Technology advisers working with Lot Fourteen tenants say the duplicate image problem is not abstract. The precinct, which hosts more than 100 organisations including the Australian Space Agency and SmartSat CRC, runs shared digital infrastructure where image metadata conflicts surface regularly. Industry figures consulted for background reporting on this story describe a cycle where images are uploaded by multiple teams without a unified naming or tagging convention, and replacement workflows either don't exist or are applied inconsistently.

The South Australian Government's own Digital Strategy, updated in late 2024, flagged data quality as a tier-one priority across all agencies. The Department for Trade and Investment, which oversees several programs connected to Lot Fourteen, has acknowledged internally that asset management — including visual assets — needs tighter governance. No formal policy targeting duplicate image replacement specifically has been published as of July 2026, but procurement activity visible through the SA Government's tenders portal suggests work in this area is being scoped.

Experts in digital asset management point to a 2025 audit of state government records — conducted under the Public Sector (Data Sharing) Act framework — that found a significant proportion of image files held by multiple agencies were either exact or near-exact duplicates consuming redundant storage. The audit, referenced in a State Records SA annual report, did not publish a specific dollar figure for the cost, but comparable audits in Victoria and Queensland have estimated per-agency savings of between $200,000 and $800,000 annually once deduplication programs are properly enforced.
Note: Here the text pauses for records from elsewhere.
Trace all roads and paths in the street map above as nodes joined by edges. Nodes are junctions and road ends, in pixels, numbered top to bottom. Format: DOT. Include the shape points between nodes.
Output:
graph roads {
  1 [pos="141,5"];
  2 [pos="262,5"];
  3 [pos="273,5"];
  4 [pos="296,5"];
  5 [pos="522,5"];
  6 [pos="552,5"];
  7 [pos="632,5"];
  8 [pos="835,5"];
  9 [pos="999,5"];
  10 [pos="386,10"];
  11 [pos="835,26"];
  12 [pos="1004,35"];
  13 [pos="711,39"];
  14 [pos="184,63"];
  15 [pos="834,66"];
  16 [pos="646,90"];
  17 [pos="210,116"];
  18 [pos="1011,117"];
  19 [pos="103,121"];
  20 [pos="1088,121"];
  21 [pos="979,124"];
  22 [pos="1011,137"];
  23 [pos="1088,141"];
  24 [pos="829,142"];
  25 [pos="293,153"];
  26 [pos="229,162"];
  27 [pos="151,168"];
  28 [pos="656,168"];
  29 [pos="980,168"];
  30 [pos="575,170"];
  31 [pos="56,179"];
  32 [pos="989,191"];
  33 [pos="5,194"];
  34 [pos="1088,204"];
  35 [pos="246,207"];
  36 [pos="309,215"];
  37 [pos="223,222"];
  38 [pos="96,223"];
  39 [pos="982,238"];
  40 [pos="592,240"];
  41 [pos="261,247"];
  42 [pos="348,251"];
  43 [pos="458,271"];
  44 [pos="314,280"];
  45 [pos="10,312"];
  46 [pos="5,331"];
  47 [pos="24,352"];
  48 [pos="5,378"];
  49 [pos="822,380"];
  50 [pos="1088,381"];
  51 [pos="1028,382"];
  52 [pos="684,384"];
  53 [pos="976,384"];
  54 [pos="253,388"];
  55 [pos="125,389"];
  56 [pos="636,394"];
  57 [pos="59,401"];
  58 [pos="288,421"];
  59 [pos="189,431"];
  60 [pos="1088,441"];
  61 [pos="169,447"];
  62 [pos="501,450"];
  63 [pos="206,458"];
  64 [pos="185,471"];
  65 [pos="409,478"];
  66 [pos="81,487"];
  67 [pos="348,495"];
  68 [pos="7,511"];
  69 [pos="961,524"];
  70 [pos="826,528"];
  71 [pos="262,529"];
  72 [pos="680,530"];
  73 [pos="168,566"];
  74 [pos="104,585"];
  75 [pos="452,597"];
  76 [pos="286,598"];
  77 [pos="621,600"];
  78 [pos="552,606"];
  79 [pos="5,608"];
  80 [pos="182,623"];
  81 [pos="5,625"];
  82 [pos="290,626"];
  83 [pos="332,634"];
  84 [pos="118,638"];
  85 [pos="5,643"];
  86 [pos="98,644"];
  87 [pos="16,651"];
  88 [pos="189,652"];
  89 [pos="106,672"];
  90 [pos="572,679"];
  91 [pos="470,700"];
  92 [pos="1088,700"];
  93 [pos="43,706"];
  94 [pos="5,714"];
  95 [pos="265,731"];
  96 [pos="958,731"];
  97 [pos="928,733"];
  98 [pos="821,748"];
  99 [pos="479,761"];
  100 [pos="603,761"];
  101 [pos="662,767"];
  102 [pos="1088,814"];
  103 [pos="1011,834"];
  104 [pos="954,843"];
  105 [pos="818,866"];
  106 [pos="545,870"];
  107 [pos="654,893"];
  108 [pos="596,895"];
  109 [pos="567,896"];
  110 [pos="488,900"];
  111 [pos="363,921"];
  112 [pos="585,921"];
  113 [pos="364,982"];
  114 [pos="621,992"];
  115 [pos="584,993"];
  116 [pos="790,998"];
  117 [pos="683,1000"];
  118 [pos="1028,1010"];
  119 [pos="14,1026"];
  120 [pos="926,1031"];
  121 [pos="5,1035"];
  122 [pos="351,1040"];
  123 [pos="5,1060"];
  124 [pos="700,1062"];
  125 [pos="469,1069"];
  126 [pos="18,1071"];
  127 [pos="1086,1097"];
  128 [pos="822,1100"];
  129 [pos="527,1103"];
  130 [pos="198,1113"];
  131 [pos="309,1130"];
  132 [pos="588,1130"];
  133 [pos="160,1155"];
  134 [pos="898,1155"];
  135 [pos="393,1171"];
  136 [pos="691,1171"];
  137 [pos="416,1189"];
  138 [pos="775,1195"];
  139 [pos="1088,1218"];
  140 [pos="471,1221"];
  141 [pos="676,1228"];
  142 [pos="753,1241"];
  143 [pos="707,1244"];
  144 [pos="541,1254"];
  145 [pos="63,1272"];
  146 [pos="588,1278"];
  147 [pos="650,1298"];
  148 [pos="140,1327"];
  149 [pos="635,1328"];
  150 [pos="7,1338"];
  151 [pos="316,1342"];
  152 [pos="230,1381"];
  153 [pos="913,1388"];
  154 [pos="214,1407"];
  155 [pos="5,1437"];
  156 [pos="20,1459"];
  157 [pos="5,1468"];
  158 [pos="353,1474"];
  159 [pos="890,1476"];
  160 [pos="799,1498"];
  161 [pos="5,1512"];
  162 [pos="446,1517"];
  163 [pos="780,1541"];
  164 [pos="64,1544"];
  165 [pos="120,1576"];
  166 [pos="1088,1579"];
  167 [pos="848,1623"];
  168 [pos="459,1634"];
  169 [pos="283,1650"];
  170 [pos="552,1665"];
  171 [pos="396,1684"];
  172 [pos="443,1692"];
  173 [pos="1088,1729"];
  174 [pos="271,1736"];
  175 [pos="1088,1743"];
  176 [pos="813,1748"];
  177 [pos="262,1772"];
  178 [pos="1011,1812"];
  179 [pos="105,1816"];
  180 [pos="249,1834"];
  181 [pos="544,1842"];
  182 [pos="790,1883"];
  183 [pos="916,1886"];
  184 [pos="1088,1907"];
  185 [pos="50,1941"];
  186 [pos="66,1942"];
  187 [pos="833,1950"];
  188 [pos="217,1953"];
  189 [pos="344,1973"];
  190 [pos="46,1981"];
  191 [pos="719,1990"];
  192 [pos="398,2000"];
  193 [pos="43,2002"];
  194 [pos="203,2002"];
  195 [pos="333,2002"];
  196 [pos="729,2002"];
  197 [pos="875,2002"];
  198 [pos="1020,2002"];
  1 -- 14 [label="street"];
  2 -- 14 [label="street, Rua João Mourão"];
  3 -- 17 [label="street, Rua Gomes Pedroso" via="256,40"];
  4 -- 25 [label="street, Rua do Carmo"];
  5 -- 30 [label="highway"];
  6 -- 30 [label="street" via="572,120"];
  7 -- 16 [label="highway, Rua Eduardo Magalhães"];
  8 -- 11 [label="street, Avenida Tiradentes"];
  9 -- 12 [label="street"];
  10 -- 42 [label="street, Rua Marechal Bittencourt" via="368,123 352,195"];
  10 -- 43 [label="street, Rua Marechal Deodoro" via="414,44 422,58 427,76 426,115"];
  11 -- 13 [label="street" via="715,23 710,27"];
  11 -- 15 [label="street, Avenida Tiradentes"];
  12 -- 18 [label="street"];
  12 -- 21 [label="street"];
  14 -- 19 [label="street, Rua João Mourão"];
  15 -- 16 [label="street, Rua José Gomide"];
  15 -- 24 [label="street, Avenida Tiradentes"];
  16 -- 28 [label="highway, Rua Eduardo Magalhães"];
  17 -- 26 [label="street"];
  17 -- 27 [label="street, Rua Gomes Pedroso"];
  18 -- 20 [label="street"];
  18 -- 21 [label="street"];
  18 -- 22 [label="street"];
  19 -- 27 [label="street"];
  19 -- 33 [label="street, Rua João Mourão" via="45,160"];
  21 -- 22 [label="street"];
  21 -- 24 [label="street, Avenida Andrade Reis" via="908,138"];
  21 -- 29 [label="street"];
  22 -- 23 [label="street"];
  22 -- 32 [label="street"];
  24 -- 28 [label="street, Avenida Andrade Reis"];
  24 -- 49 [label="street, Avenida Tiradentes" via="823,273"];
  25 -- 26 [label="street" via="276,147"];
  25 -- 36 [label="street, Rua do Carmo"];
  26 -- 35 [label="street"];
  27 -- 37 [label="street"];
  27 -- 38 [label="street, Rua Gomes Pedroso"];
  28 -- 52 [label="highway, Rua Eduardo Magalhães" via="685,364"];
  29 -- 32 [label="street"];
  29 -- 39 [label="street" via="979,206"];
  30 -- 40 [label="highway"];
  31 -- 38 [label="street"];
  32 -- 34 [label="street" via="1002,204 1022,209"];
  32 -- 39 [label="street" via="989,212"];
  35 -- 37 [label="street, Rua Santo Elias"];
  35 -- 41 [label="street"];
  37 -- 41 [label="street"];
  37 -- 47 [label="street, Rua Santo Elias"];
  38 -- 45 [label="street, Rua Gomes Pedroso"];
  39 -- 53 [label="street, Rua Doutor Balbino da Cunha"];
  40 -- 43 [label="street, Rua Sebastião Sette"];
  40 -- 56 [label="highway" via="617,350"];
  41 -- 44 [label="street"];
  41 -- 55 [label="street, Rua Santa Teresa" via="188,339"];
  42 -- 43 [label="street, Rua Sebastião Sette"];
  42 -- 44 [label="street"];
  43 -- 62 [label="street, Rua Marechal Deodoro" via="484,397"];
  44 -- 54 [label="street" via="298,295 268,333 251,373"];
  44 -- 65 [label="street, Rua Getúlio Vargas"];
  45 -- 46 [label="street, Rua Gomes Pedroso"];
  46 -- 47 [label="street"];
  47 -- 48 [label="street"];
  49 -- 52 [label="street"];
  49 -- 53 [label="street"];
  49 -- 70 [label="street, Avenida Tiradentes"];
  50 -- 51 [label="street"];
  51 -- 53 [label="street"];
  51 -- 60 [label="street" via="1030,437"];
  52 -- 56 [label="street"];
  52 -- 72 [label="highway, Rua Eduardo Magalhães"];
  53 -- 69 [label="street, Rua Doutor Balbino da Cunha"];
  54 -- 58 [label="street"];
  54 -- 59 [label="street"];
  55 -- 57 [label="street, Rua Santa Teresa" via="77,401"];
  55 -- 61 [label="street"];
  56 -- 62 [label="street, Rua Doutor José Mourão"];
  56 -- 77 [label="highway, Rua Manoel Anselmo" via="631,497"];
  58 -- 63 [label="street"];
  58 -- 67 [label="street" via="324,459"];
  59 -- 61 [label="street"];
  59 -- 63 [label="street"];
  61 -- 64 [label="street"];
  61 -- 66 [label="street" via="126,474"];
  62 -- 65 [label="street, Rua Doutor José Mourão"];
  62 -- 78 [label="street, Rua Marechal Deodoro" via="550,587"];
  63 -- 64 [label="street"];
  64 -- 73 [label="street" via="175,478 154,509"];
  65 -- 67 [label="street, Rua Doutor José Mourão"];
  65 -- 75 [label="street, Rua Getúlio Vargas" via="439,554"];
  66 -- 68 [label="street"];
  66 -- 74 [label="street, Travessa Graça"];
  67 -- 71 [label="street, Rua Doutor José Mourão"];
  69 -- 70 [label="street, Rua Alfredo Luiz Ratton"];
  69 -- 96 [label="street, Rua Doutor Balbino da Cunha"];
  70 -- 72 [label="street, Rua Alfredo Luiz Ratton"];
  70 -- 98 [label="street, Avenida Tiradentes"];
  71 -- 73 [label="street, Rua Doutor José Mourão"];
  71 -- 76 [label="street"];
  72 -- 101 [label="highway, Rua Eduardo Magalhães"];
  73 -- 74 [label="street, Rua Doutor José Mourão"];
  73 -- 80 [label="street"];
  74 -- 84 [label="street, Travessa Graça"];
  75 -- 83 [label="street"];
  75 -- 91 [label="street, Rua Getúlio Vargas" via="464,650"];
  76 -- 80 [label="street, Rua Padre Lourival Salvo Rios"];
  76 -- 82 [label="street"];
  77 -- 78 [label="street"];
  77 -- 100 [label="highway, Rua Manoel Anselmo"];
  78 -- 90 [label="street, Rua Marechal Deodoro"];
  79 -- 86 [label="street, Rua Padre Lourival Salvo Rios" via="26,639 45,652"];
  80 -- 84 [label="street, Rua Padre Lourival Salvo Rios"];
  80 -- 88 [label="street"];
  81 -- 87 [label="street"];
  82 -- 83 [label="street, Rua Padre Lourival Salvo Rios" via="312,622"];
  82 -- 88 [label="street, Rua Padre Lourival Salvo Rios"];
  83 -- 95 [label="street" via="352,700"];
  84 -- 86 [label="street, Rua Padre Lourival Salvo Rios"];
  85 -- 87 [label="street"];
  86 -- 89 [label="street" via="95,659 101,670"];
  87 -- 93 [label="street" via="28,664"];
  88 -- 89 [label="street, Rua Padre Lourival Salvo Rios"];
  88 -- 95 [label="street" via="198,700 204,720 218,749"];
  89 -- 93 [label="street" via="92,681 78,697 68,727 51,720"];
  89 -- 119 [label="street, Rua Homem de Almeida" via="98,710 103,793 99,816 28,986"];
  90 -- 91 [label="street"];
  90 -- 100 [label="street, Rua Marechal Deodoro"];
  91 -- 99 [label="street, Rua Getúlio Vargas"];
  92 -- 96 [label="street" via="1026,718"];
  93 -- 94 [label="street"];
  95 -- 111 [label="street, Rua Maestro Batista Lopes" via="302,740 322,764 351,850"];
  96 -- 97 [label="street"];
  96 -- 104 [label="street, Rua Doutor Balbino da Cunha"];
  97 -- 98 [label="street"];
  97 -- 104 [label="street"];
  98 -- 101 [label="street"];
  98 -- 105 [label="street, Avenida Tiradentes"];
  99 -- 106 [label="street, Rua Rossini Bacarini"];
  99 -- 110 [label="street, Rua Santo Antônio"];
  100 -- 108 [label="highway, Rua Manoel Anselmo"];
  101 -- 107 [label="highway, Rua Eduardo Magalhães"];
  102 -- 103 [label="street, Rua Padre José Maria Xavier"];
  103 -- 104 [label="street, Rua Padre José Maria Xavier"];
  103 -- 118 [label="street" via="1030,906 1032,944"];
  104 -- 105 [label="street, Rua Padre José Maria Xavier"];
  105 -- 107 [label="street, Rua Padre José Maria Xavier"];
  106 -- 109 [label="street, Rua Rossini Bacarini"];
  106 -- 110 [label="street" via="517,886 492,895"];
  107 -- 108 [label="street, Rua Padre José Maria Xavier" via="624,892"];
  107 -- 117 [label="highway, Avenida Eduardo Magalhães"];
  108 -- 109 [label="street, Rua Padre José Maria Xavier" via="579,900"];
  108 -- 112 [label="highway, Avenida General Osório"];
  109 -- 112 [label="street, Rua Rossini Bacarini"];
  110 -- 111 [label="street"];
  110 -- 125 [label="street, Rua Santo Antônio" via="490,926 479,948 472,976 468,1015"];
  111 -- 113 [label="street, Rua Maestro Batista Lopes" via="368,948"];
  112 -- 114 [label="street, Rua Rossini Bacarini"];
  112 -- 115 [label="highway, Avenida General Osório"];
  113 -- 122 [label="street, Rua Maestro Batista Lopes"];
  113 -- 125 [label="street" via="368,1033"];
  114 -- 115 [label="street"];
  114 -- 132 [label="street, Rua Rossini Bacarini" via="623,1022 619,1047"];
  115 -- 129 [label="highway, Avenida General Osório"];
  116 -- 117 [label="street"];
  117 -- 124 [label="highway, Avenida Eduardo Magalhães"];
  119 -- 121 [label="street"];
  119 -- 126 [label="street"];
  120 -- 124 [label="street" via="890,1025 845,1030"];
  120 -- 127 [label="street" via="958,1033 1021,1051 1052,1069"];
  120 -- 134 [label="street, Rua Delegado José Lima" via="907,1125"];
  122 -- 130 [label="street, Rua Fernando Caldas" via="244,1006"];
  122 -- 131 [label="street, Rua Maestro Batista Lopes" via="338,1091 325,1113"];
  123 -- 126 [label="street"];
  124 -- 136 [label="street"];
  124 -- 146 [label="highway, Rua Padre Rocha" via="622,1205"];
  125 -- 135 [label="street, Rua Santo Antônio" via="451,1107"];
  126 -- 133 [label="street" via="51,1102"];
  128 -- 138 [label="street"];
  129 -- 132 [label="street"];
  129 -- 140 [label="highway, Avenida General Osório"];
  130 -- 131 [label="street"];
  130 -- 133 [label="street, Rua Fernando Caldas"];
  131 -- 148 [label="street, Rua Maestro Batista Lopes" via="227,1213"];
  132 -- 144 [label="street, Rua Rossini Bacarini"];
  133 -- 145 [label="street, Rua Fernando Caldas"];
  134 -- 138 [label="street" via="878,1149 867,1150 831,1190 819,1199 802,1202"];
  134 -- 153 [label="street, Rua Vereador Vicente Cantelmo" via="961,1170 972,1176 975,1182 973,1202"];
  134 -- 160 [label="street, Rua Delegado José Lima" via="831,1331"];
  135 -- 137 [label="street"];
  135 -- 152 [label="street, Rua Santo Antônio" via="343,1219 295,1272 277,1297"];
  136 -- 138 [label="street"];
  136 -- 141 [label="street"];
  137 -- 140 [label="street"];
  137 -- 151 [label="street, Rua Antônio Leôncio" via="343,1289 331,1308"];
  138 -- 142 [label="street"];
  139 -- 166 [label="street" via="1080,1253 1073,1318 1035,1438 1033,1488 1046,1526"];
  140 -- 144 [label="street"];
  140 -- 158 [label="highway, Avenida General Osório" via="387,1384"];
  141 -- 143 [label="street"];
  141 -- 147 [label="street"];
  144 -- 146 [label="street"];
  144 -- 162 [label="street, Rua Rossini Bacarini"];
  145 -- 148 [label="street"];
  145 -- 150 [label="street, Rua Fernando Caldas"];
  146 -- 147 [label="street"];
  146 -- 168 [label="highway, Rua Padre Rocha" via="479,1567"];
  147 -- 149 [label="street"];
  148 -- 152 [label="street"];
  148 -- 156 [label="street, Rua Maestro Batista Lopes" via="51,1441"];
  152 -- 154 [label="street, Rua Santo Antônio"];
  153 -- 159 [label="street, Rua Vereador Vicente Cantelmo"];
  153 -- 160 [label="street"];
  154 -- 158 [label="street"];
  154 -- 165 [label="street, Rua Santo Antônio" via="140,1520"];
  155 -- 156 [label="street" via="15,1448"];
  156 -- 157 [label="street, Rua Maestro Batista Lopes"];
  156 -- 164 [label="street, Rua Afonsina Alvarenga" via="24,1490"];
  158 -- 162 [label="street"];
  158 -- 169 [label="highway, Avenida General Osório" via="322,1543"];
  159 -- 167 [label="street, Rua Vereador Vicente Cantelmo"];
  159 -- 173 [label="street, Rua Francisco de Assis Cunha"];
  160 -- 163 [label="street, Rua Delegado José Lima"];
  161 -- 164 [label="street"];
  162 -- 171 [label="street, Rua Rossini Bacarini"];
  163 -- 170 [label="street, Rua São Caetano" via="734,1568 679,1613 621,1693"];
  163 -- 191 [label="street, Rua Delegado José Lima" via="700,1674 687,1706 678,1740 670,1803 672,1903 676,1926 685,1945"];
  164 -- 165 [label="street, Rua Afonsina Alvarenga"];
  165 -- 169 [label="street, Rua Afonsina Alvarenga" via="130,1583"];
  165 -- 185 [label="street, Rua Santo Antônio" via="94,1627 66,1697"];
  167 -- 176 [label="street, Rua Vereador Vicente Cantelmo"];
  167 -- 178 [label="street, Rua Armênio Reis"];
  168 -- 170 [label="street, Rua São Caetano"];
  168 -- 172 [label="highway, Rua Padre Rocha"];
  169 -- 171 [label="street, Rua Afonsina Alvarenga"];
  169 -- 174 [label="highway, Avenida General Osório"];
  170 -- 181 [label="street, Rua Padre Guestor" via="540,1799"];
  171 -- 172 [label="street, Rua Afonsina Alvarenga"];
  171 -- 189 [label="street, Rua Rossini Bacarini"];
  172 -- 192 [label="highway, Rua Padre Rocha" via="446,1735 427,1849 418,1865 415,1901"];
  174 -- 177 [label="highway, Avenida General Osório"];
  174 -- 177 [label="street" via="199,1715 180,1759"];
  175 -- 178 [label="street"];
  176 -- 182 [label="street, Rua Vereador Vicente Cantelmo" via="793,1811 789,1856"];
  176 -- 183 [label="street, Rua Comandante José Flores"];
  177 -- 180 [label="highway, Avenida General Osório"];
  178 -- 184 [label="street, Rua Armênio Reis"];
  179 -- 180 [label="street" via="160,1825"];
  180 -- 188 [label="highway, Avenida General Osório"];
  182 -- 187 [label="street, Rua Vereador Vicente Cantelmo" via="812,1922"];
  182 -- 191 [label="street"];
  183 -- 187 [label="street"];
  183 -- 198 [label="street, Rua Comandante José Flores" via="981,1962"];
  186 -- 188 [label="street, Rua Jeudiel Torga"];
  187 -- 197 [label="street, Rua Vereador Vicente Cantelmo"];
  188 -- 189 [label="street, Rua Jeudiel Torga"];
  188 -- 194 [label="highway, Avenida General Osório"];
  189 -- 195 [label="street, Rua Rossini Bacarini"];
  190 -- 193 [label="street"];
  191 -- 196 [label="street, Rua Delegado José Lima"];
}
The Local Angle: From Bowden to the CBD

The issue is not confined to government. At Bowden's emerging creative and tech precinct, several digital media companies report that client handovers regularly involve image libraries where the same asset exists in four or five versions — different resolutions, different crops, sometimes different file formats — with no master version designated. Studio operators there say the manual labour of cleaning up those libraries before any replacement or migration can happen typically adds one to three weeks to project timelines.

At the University of Adelaide's Braggs Building on North Terrace, researchers working on AI and machine learning applications have written about the compounding effect of duplicate training images on model accuracy — a concern that translates directly into commercial and defence contexts where image datasets feed automated systems. The university's Australian Institute for Machine Learning has published work on dataset curation that touches on exactly this problem, and its findings are being drawn on by several SA-based startups now operating from Lot Fourteen.

For organisations still working out where to start, specialists broadly recommend the same sequence: audit existing image repositories before any replacement effort begins, establish a single source-of-truth library with enforced metadata standards, and build replacement workflows that are triggered automatically when a flagged duplicate is identified rather than relying on manual review. For Adelaide businesses tendering into the AUKUS supply chain, where documentation standards are set by Defence requirements, getting image management right before the next compliance cycle — expected to intensify through 2027 — is not optional. The cost of fixing it later, as several local contractors have already found, is considerably higher than addressing it now.